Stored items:
● ● ●

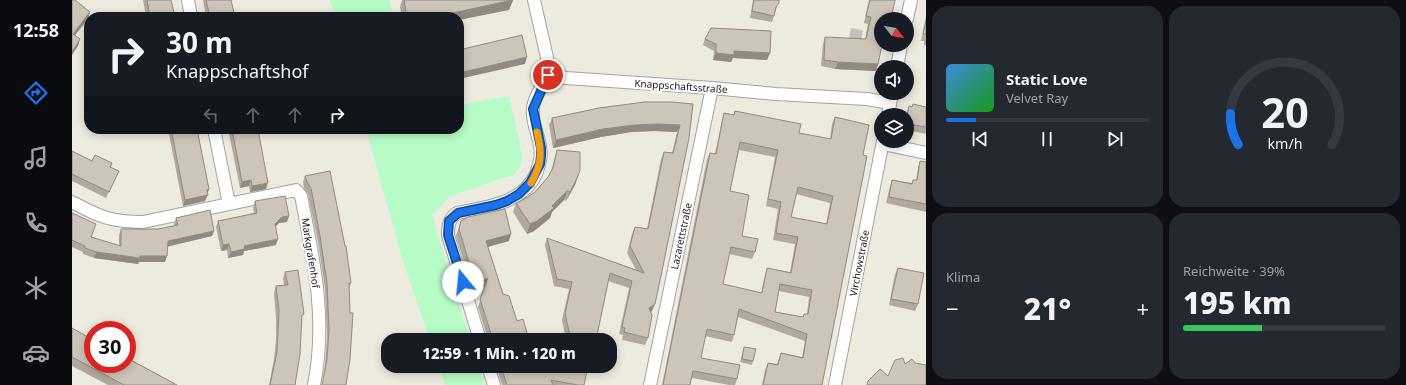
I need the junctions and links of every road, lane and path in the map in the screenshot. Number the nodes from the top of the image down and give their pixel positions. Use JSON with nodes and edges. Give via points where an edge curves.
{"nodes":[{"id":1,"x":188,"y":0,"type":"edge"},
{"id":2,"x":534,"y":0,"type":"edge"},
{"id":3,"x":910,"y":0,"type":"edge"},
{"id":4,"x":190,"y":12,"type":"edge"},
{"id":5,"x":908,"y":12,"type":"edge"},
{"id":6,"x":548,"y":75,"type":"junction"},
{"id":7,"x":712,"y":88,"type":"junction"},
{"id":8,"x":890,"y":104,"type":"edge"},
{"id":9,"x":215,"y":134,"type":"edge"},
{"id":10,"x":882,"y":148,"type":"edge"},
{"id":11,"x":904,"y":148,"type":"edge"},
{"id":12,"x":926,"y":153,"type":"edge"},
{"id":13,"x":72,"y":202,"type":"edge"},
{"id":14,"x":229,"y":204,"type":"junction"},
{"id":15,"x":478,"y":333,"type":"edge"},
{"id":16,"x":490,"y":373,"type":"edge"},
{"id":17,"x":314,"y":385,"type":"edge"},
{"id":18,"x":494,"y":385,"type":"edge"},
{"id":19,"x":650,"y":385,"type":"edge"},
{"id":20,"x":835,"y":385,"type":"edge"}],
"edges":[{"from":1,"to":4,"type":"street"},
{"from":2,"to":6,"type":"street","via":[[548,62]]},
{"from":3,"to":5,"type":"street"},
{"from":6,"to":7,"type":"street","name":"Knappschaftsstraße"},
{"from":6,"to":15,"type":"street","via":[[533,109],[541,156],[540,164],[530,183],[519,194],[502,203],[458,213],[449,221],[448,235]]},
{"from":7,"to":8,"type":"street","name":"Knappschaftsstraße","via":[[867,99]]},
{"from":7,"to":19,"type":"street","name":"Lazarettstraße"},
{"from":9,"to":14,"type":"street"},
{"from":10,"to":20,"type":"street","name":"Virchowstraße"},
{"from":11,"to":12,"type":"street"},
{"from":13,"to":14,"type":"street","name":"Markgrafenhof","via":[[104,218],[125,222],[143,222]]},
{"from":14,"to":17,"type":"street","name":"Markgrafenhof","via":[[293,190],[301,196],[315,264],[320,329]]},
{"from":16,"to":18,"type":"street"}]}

● ● ●

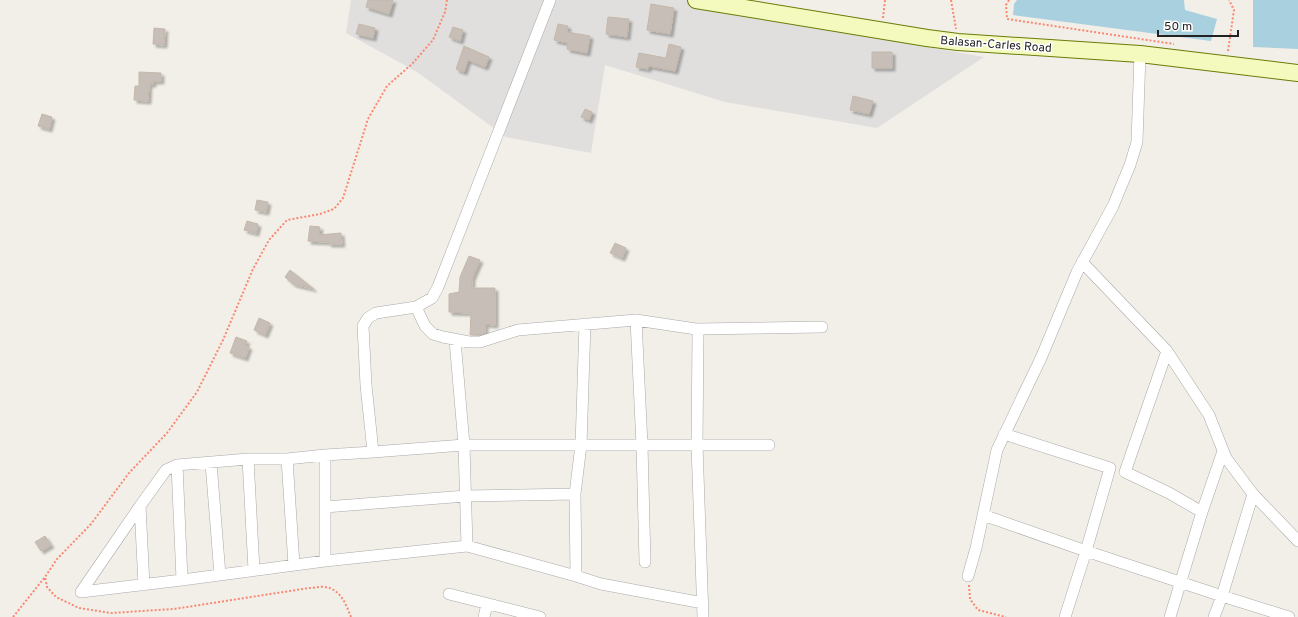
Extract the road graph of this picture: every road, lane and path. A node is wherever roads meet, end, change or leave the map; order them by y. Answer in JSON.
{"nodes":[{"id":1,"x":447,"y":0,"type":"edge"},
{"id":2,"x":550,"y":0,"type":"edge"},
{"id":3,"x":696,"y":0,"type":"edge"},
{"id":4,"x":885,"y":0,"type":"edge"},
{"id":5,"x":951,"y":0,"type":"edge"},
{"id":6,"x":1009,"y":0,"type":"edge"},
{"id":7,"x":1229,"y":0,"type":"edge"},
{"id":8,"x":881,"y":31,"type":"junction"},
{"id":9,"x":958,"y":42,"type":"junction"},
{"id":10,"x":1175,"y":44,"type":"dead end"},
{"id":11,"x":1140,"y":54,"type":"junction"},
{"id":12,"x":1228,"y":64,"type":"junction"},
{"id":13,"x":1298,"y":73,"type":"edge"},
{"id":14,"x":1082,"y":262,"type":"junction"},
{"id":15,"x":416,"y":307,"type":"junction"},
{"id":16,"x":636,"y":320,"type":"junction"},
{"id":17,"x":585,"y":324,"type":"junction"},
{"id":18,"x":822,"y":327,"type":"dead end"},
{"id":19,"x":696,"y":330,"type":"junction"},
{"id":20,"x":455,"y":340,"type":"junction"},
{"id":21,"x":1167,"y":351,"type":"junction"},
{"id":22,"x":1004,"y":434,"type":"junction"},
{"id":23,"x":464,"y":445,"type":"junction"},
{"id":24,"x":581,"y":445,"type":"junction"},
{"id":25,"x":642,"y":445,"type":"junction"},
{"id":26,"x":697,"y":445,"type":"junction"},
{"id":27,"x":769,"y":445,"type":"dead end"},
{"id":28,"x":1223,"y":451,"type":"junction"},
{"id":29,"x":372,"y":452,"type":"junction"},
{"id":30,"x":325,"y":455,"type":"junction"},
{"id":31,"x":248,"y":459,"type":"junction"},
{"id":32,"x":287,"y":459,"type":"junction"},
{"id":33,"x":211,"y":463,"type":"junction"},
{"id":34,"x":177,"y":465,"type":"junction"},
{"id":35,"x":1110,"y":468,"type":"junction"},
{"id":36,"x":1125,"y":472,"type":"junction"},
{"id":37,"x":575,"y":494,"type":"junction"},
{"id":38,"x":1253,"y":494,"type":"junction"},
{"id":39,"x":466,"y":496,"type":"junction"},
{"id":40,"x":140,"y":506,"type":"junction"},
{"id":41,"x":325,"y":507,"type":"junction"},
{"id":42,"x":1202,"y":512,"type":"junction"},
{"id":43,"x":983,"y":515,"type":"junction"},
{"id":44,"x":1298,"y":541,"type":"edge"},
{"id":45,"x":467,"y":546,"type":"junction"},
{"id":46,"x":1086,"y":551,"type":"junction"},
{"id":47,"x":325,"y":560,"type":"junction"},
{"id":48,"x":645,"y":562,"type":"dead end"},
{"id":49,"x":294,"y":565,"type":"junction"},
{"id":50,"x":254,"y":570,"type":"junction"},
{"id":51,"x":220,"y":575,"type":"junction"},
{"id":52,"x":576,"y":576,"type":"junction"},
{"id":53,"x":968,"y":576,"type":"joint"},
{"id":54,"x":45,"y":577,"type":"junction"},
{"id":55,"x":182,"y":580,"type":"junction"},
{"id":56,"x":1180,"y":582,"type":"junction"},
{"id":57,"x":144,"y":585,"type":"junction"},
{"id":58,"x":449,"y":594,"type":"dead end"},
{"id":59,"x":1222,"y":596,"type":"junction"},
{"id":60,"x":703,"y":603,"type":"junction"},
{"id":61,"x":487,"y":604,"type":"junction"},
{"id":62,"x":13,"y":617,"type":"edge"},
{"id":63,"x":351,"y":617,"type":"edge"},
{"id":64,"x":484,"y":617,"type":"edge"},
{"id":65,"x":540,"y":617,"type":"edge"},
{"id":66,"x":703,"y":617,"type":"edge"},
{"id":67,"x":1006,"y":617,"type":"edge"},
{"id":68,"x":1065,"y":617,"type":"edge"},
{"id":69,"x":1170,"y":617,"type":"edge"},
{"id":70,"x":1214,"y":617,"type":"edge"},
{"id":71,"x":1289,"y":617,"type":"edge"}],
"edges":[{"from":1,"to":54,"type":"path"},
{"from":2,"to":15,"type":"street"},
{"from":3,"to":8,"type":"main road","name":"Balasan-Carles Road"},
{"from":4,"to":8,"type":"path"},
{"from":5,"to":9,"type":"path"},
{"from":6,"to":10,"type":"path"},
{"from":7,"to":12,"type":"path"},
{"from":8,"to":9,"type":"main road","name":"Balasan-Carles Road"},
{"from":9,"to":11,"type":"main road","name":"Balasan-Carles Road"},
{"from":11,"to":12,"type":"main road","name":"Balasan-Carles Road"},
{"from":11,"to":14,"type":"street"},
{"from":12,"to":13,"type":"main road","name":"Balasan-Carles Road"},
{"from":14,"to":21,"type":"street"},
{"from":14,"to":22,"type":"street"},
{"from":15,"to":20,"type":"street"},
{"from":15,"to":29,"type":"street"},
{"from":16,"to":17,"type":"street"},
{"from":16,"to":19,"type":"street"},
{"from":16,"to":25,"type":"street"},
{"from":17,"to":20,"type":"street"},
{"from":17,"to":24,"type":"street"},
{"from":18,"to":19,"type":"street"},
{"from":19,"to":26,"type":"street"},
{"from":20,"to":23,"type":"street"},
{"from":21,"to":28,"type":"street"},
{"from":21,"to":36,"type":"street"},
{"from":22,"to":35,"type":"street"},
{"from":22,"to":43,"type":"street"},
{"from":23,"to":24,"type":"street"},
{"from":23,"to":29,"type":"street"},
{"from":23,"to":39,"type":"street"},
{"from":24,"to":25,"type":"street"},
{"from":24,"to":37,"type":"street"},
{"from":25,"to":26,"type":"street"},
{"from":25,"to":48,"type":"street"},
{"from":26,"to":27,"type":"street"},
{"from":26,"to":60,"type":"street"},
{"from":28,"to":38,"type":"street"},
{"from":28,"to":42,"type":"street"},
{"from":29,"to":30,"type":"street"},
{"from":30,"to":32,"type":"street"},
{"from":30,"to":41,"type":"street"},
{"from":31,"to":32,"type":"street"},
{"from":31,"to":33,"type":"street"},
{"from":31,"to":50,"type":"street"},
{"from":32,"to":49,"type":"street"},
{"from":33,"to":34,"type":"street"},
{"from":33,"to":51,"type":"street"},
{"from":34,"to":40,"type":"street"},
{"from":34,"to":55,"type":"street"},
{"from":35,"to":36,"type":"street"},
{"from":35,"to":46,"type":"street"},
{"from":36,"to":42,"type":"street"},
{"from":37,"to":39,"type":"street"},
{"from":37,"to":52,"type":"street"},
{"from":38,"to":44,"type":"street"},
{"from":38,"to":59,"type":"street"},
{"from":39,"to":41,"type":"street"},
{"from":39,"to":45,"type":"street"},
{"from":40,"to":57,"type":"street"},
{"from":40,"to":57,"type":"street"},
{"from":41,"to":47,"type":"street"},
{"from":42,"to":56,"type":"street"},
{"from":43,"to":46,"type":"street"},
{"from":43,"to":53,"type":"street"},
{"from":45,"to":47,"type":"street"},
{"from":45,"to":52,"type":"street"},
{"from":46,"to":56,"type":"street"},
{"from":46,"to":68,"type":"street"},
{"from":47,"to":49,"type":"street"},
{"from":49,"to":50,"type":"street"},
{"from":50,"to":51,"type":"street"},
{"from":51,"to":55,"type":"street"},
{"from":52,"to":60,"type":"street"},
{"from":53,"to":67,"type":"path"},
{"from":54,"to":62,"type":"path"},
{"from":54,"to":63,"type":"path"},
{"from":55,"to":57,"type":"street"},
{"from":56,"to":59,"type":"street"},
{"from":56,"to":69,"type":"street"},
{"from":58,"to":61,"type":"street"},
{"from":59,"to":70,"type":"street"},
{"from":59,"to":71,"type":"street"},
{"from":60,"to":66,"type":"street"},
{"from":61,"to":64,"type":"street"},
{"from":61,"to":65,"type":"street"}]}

● ● ●

→ What you will do:
Using the data above, show each line where "Knappschaftsstraße" occurs.

→ Written response:
{"from":6,"to":7,"type":"street","name":"Knappschaftsstraße"},
{"from":7,"to":8,"type":"street","name":"Knappschaftsstraße","via":[[867,99]]},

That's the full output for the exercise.